• _WHAT IS NEEDED_
Restate all of the entries exactly. Any picture in them should be skipped.

• _Stored data_
------------------------------------------------------------

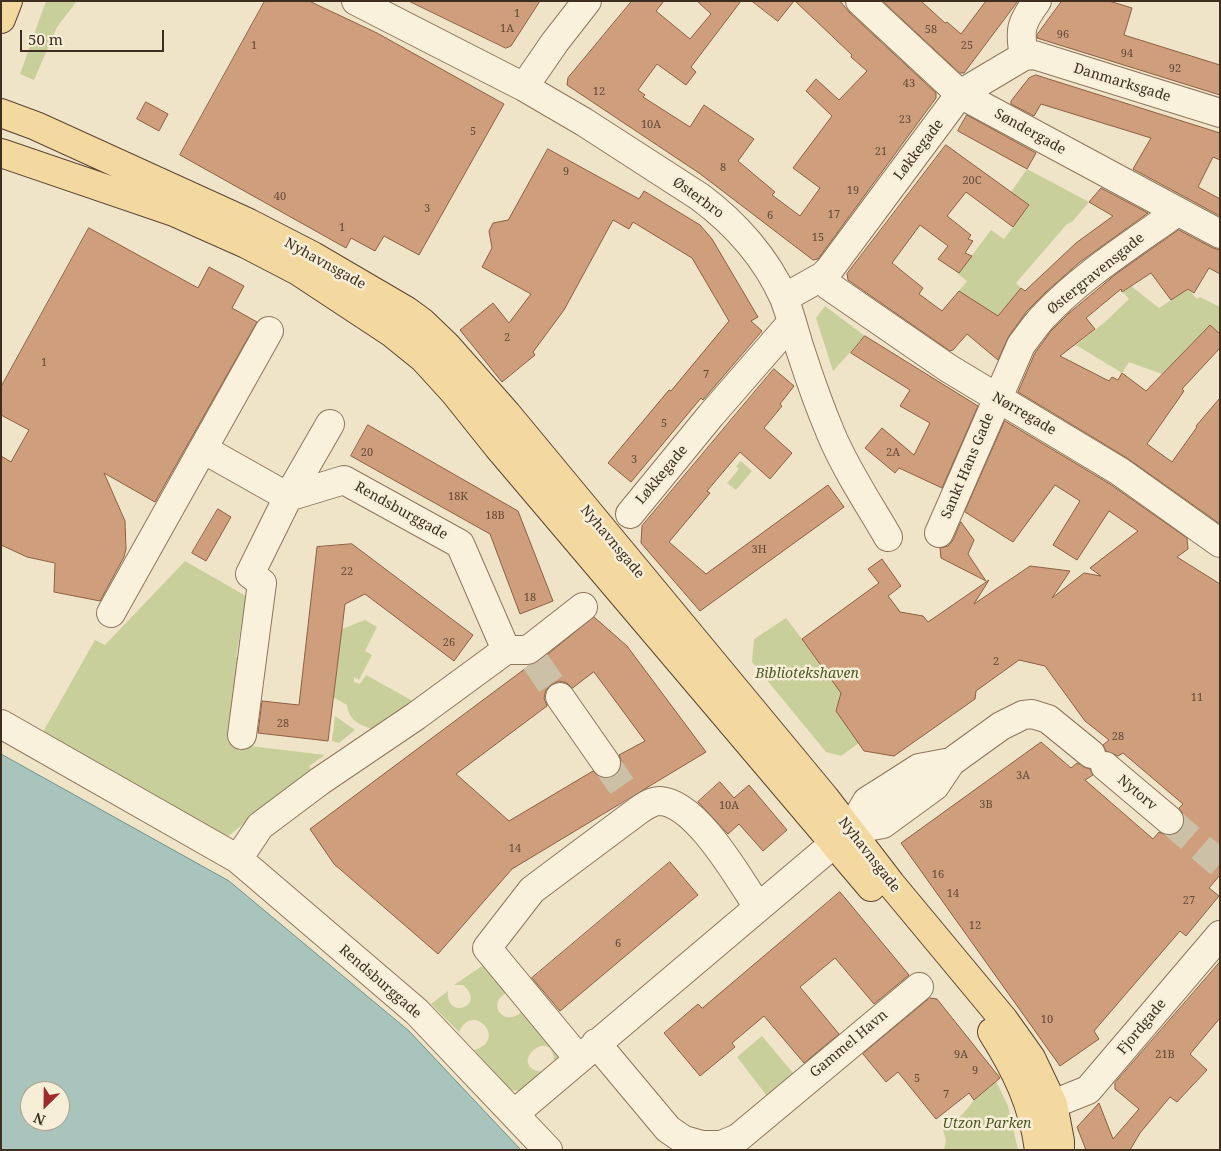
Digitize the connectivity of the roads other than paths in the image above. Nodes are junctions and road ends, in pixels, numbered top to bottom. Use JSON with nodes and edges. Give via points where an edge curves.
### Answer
{"nodes":[{"id":1,"x":8,"y":1,"type":"edge"},
{"id":2,"x":356,"y":1,"type":"edge"},
{"id":3,"x":587,"y":1,"type":"edge"},
{"id":4,"x":860,"y":1,"type":"edge"},
{"id":5,"x":1037,"y":1,"type":"edge"},
{"id":6,"x":1,"y":19,"type":"edge"},
{"id":7,"x":1024,"y":56,"type":"junction"},
{"id":8,"x":524,"y":87,"type":"junction"},
{"id":9,"x":960,"y":94,"type":"junction"},
{"id":10,"x":1,"y":113,"type":"edge"},
{"id":11,"x":1220,"y":113,"type":"edge"},
{"id":12,"x":1,"y":134,"type":"edge"},
{"id":13,"x":1,"y":152,"type":"edge"},
{"id":14,"x":151,"y":179,"type":"junction"},
{"id":15,"x":1177,"y":212,"type":"junction"},
{"id":16,"x":1220,"y":234,"type":"edge"},
{"id":17,"x":829,"y":286,"type":"dead end"},
{"id":18,"x":788,"y":310,"type":"junction"},
{"id":19,"x":270,"y":331,"type":"dead end"},
{"id":20,"x":997,"y":399,"type":"junction"},
{"id":21,"x":330,"y":424,"type":"dead end"},
{"id":22,"x":203,"y":449,"type":"junction"},
{"id":23,"x":288,"y":497,"type":"junction"},
{"id":24,"x":630,"y":514,"type":"dead end"},
{"id":25,"x":939,"y":533,"type":"dead end"},
{"id":26,"x":888,"y":537,"type":"dead end"},
{"id":27,"x":1220,"y":542,"type":"edge"},
{"id":28,"x":577,"y":612,"type":"dead end"},
{"id":29,"x":111,"y":613,"type":"dead end"},
{"id":30,"x":523,"y":654,"type":"junction"},
{"id":31,"x":560,"y":697,"type":"tunnel mouth"},
{"id":32,"x":1,"y":724,"type":"edge"},
{"id":33,"x":242,"y":735,"type":"dead end"},
{"id":34,"x":606,"y":763,"type":"tunnel mouth"},
{"id":35,"x":1169,"y":820,"type":"tunnel mouth"},
{"id":36,"x":842,"y":837,"type":"junction"},
{"id":37,"x":238,"y":859,"type":"junction"},
{"id":38,"x":758,"y":907,"type":"junction"},
{"id":39,"x":1220,"y":935,"type":"edge"},
{"id":40,"x":919,"y":987,"type":"dead end"},
{"id":41,"x":581,"y":1056,"type":"junction"},
{"id":42,"x":1053,"y":1104,"type":"junction"},
{"id":43,"x":514,"y":1114,"type":"junction"},
{"id":44,"x":548,"y":1150,"type":"edge"},
{"id":45,"x":1039,"y":1150,"type":"edge"},
{"id":46,"x":1060,"y":1150,"type":"edge"}],
"edges":[{"from":1,"to":6,"type":"main road"},
{"from":2,"to":8,"type":"street","name":"Østerbro"},
{"from":3,"to":8,"type":"street"},
{"from":4,"to":9,"type":"street","name":"Søndergade"},
{"from":5,"to":7,"type":"street","via":[[1022,26]]},
{"from":7,"to":9,"type":"street","name":"Løkkegade"},
{"from":7,"to":11,"type":"street","name":"Danmarksgade","via":[[1034,56]]},
{"from":8,"to":18,"type":"street","name":"Østerbro","via":[[592,126],[716,209],[752,247],[772,275]]},
{"from":9,"to":15,"type":"street","name":"Søndergade"},
{"from":9,"to":18,"type":"street","name":"Løkkegade","via":[[829,270]]},
{"from":10,"to":14,"type":"main road","name":"Nyhavnsgade"},
{"from":12,"to":14,"type":"main road"},
{"from":13,"to":36,"type":"main road","name":"Nyhavnsgade","via":[[138,199],[246,244],[298,271],[407,345],[454,392],[498,447]]},
{"from":14,"to":36,"type":"main road","name":"Nyhavnsgade","via":[[308,253],[422,322],[507,414]]},
{"from":15,"to":16,"type":"street","name":"Søndergade"},
{"from":15,"to":20,"type":"street","name":"Østergravensgade","via":[[1107,262],[1041,319],[1021,345]]},
{"from":17,"to":20,"type":"street","name":"Nørregade"},
{"from":18,"to":24,"type":"street","name":"Løkkegade","via":[[711,415]]},
{"from":18,"to":26,"type":"street","name":"Østerbro","via":[[832,436]]},
{"from":19,"to":22,"type":"street"},
{"from":20,"to":25,"type":"street","name":"Sankt Hans Gade"},
{"from":20,"to":27,"type":"street","name":"Nørregade","via":[[1119,471]]},
{"from":21,"to":23,"type":"street"},
{"from":22,"to":23,"type":"street"},
{"from":22,"to":29,"type":"street"},
{"from":23,"to":30,"type":"street","name":"Rendsburggade","via":[[344,480],[460,544]]},
{"from":23,"to":33,"type":"street","via":[[250,574],[262,583]]},
{"from":28,"to":30,"type":"street"},
{"from":30,"to":37,"type":"street","via":[[416,716],[320,781],[260,826]]},
{"from":31,"to":34,"type":"street"},
{"from":32,"to":37,"type":"street","name":"Rendsburggade"},
{"from":35,"to":36,"type":"street","name":"Nytorv","via":[[1054,723],[1032,714],[1010,721],[927,777],[883,824]]},
{"from":36,"to":38,"type":"street"},
{"from":36,"to":42,"type":"main road","name":"Nyhavnsgade","via":[[1004,1020],[1031,1058]]},
{"from":36,"to":45,"type":"main road","name":"Nyhavnsgade","via":[[1007,1056],[1032,1113]]},
{"from":37,"to":43,"type":"street","name":"Rendsburggade","via":[[417,1012]]},
{"from":38,"to":41,"type":"street"},
{"from":38,"to":41,"type":"street","via":[[725,856],[698,823],[669,802],[658,801],[635,804],[532,890],[487,948]]},
{"from":39,"to":42,"type":"street","name":"Fjordgade","via":[[1088,1090]]},
{"from":40,"to":41,"type":"street","name":"Gammel Havn","via":[[738,1138],[721,1145],[702,1145],[684,1140]]},
{"from":41,"to":43,"type":"street"},
{"from":42,"to":46,"type":"main road","name":"Nyhavnsgade"},
{"from":43,"to":44,"type":"street","name":"Rendsburggade"}]}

------------------------------------------------------------

• _EXERCISE RESPONSE_
Digitize the connectivity of the roads other than paths in the image above. Nodes are junctions and road ends, in pixels, numbered top to bottom. Use JSON with nodes and edges. Give via points where an edge curves.
### Answer
{"nodes":[{"id":1,"x":8,"y":1,"type":"edge"},
{"id":2,"x":356,"y":1,"type":"edge"},
{"id":3,"x":587,"y":1,"type":"edge"},
{"id":4,"x":860,"y":1,"type":"edge"},
{"id":5,"x":1037,"y":1,"type":"edge"},
{"id":6,"x":1,"y":19,"type":"edge"},
{"id":7,"x":1024,"y":56,"type":"junction"},
{"id":8,"x":524,"y":87,"type":"junction"},
{"id":9,"x":960,"y":94,"type":"junction"},
{"id":10,"x":1,"y":113,"type":"edge"},
{"id":11,"x":1220,"y":113,"type":"edge"},
{"id":12,"x":1,"y":134,"type":"edge"},
{"id":13,"x":1,"y":152,"type":"edge"},
{"id":14,"x":151,"y":179,"type":"junction"},
{"id":15,"x":1177,"y":212,"type":"junction"},
{"id":16,"x":1220,"y":234,"type":"edge"},
{"id":17,"x":829,"y":286,"type":"dead end"},
{"id":18,"x":788,"y":310,"type":"junction"},
{"id":19,"x":270,"y":331,"type":"dead end"},
{"id":20,"x":997,"y":399,"type":"junction"},
{"id":21,"x":330,"y":424,"type":"dead end"},
{"id":22,"x":203,"y":449,"type":"junction"},
{"id":23,"x":288,"y":497,"type":"junction"},
{"id":24,"x":630,"y":514,"type":"dead end"},
{"id":25,"x":939,"y":533,"type":"dead end"},
{"id":26,"x":888,"y":537,"type":"dead end"},
{"id":27,"x":1220,"y":542,"type":"edge"},
{"id":28,"x":577,"y":612,"type":"dead end"},
{"id":29,"x":111,"y":613,"type":"dead end"},
{"id":30,"x":523,"y":654,"type":"junction"},
{"id":31,"x":560,"y":697,"type":"tunnel mouth"},
{"id":32,"x":1,"y":724,"type":"edge"},
{"id":33,"x":242,"y":735,"type":"dead end"},
{"id":34,"x":606,"y":763,"type":"tunnel mouth"},
{"id":35,"x":1169,"y":820,"type":"tunnel mouth"},
{"id":36,"x":842,"y":837,"type":"junction"},
{"id":37,"x":238,"y":859,"type":"junction"},
{"id":38,"x":758,"y":907,"type":"junction"},
{"id":39,"x":1220,"y":935,"type":"edge"},
{"id":40,"x":919,"y":987,"type":"dead end"},
{"id":41,"x":581,"y":1056,"type":"junction"},
{"id":42,"x":1053,"y":1104,"type":"junction"},
{"id":43,"x":514,"y":1114,"type":"junction"},
{"id":44,"x":548,"y":1150,"type":"edge"},
{"id":45,"x":1039,"y":1150,"type":"edge"},
{"id":46,"x":1060,"y":1150,"type":"edge"}],
"edges":[{"from":1,"to":6,"type":"main road"},
{"from":2,"to":8,"type":"street","name":"Østerbro"},
{"from":3,"to":8,"type":"street"},
{"from":4,"to":9,"type":"street","name":"Søndergade"},
{"from":5,"to":7,"type":"street","via":[[1022,26]]},
{"from":7,"to":9,"type":"street","name":"Løkkegade"},
{"from":7,"to":11,"type":"street","name":"Danmarksgade","via":[[1034,56]]},
{"from":8,"to":18,"type":"street","name":"Østerbro","via":[[592,126],[716,209],[752,247],[772,275]]},
{"from":9,"to":15,"type":"street","name":"Søndergade"},
{"from":9,"to":18,"type":"street","name":"Løkkegade","via":[[829,270]]},
{"from":10,"to":14,"type":"main road","name":"Nyhavnsgade"},
{"from":12,"to":14,"type":"main road"},
{"from":13,"to":36,"type":"main road","name":"Nyhavnsgade","via":[[138,199],[246,244],[298,271],[407,345],[454,392],[498,447]]},
{"from":14,"to":36,"type":"main road","name":"Nyhavnsgade","via":[[308,253],[422,322],[507,414]]},
{"from":15,"to":16,"type":"street","name":"Søndergade"},
{"from":15,"to":20,"type":"street","name":"Østergravensgade","via":[[1107,262],[1041,319],[1021,345]]},
{"from":17,"to":20,"type":"street","name":"Nørregade"},
{"from":18,"to":24,"type":"street","name":"Løkkegade","via":[[711,415]]},
{"from":18,"to":26,"type":"street","name":"Østerbro","via":[[832,436]]},
{"from":19,"to":22,"type":"street"},
{"from":20,"to":25,"type":"street","name":"Sankt Hans Gade"},
{"from":20,"to":27,"type":"street","name":"Nørregade","via":[[1119,471]]},
{"from":21,"to":23,"type":"street"},
{"from":22,"to":23,"type":"street"},
{"from":22,"to":29,"type":"street"},
{"from":23,"to":30,"type":"street","name":"Rendsburggade","via":[[344,480],[460,544]]},
{"from":23,"to":33,"type":"street","via":[[250,574],[262,583]]},
{"from":28,"to":30,"type":"street"},
{"from":30,"to":37,"type":"street","via":[[416,716],[320,781],[260,826]]},
{"from":31,"to":34,"type":"street"},
{"from":32,"to":37,"type":"street","name":"Rendsburggade"},
{"from":35,"to":36,"type":"street","name":"Nytorv","via":[[1054,723],[1032,714],[1010,721],[927,777],[883,824]]},
{"from":36,"to":38,"type":"street"},
{"from":36,"to":42,"type":"main road","name":"Nyhavnsgade","via":[[1004,1020],[1031,1058]]},
{"from":36,"to":45,"type":"main road","name":"Nyhavnsgade","via":[[1007,1056],[1032,1113]]},
{"from":37,"to":43,"type":"street","name":"Rendsburggade","via":[[417,1012]]},
{"from":38,"to":41,"type":"street"},
{"from":38,"to":41,"type":"street","via":[[725,856],[698,823],[669,802],[658,801],[635,804],[532,890],[487,948]]},
{"from":39,"to":42,"type":"street","name":"Fjordgade","via":[[1088,1090]]},
{"from":40,"to":41,"type":"street","name":"Gammel Havn","via":[[738,1138],[721,1145],[702,1145],[684,1140]]},
{"from":41,"to":43,"type":"street"},
{"from":42,"to":46,"type":"main road","name":"Nyhavnsgade"},
{"from":43,"to":44,"type":"street","name":"Rendsburggade"}]}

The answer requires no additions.